Exodus 9:27
Context9:27 So Pharaoh sent and summoned Moses and Aaron and said to them, “I have sinned this time! 1 The Lord is righteous, and I and my people are guilty. 2
Exodus 9:34-35
Context9:34 When Pharaoh saw 3 that the rain and hail and thunder ceased, he sinned again: 4 both he and his servants hardened 5 their hearts. 9:35 So Pharaoh’s heart remained hard, 6 and he did not release the Israelites, as the Lord had predicted through Moses.
1 sn Pharaoh now is struck by the judgment and acknowledges that he is at fault. But the context shows that this penitence was short-lived. What exactly he meant by this confession is uncertain. On the surface his words seem to represent a recognition that he was in the wrong and Yahweh right.
2 tn The word רָשָׁע (rasha’) can mean “ungodly, wicked, guilty, criminal.” Pharaoh here is saying that Yahweh is right, and the Egyptians are not – so they are at fault, guilty. S. R. Driver says the words are used in their forensic sense (in the right or wrong standing legally) and not in the ethical sense of morally right and wrong (Exodus, 75).
3 tn The clause beginning with the preterite and vav (ו) consecutive is here subordinated to the next, and main clause – that he hardened his heart again.
4 tn The construction is another verbal hendiadys: וַיֹּסֶף לַחֲטֹּא (vayyosef lakhatto’), literally rendered “and he added to sin.” The infinitive construct becomes the main verb, and the Hiphil preterite becomes adverbial. The text is clearly interpreting as sin the hardening of Pharaoh’s heart and his refusal to release Israel. At the least this means that the plagues are his fault, but the expression probably means more than this – he was disobeying Yahweh God.
5 tn This phrase translates the Hebrew word כָּבֵד (kaved); see S. R. Driver, Exodus, 53.

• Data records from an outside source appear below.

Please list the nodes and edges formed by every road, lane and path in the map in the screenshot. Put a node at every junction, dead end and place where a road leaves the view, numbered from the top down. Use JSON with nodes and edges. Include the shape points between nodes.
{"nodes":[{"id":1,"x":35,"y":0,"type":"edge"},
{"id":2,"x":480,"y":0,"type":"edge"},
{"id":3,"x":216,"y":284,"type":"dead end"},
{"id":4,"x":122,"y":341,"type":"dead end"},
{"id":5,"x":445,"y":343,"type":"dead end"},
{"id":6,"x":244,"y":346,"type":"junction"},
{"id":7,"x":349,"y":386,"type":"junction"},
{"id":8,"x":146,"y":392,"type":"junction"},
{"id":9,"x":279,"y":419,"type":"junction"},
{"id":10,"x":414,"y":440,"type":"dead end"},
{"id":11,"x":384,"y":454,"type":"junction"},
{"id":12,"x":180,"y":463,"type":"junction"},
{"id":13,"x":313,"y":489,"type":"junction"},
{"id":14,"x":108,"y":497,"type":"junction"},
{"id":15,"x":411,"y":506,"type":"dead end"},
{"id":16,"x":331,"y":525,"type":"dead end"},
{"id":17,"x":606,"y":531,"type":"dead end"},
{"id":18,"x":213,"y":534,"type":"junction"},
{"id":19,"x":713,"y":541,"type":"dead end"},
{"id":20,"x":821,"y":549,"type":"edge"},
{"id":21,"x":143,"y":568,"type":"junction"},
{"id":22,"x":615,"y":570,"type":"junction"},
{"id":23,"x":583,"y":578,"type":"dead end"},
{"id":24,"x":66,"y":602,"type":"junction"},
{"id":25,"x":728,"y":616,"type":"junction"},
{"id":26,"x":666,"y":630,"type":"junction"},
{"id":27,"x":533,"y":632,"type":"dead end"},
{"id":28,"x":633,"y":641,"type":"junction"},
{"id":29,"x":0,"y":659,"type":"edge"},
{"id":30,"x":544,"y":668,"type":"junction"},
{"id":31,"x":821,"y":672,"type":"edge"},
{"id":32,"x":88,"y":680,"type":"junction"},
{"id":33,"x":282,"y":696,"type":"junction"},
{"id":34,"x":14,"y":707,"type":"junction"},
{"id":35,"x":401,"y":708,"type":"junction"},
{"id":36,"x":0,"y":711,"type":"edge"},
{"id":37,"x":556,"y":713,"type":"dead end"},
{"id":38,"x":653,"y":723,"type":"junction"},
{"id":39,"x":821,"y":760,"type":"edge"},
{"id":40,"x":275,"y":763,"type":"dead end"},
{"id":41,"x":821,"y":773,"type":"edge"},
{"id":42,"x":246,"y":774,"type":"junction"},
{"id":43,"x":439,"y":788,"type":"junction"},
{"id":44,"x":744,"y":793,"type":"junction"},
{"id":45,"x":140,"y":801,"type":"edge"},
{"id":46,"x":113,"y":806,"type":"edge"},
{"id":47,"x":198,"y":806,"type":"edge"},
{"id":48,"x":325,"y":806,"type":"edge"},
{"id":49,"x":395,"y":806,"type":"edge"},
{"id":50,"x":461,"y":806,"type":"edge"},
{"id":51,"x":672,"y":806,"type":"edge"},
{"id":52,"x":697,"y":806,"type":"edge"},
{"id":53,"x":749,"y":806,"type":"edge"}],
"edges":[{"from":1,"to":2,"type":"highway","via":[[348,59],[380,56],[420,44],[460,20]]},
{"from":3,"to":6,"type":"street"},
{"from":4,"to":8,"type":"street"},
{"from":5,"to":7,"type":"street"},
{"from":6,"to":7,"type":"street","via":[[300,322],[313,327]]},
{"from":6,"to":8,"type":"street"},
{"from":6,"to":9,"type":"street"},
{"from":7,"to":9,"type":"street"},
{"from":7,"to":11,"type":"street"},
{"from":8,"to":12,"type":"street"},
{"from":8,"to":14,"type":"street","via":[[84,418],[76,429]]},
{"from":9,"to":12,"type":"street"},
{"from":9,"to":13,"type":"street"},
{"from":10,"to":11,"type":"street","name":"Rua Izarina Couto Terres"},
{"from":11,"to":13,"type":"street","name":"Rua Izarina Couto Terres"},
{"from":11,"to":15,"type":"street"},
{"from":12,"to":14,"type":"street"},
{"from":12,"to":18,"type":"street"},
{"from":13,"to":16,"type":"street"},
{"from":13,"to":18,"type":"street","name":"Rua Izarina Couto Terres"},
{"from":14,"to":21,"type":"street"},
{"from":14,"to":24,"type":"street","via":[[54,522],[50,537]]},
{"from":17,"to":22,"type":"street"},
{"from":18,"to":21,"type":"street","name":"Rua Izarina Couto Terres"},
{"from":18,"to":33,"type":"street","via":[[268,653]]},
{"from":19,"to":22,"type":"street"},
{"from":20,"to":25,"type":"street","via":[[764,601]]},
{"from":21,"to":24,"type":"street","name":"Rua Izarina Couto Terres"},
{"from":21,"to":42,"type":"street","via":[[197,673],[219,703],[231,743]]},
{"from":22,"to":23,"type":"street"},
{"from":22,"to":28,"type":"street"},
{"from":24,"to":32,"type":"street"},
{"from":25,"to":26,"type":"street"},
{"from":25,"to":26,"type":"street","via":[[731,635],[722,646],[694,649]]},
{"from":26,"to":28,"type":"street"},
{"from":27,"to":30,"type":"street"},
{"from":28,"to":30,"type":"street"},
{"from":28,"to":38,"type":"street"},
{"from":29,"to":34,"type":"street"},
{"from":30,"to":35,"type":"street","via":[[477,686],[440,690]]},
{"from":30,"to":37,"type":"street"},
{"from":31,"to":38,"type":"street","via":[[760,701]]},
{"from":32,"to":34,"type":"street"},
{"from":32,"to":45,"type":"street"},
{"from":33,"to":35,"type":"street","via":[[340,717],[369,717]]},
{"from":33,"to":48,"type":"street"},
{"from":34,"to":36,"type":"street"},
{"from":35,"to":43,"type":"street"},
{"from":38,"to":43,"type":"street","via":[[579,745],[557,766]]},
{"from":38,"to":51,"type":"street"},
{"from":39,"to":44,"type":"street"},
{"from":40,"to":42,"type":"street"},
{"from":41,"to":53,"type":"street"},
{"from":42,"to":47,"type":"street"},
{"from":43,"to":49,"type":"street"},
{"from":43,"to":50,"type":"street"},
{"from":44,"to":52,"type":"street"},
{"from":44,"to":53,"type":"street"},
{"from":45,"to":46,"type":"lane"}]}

6 tn The verb about Pharaoh’s heart in v. 35 is וַיֶּחֱזַק (vayyekhezaq), a Qal preterite: “and it was hardened” or “strengthened to resist.” This forms the summary statement of this stage in the drama. The verb used in v. 34 to report Pharaoh’s response was וַיַּכְבֵּד (vayyakhbed), a Hiphil preterite: “and he hardened [his heart]” or made it stubborn. The use of two descriptions of Pharaoh’s heart in close succession, along with mention of his servants’ heart condition, underscores the growing extent of the problem.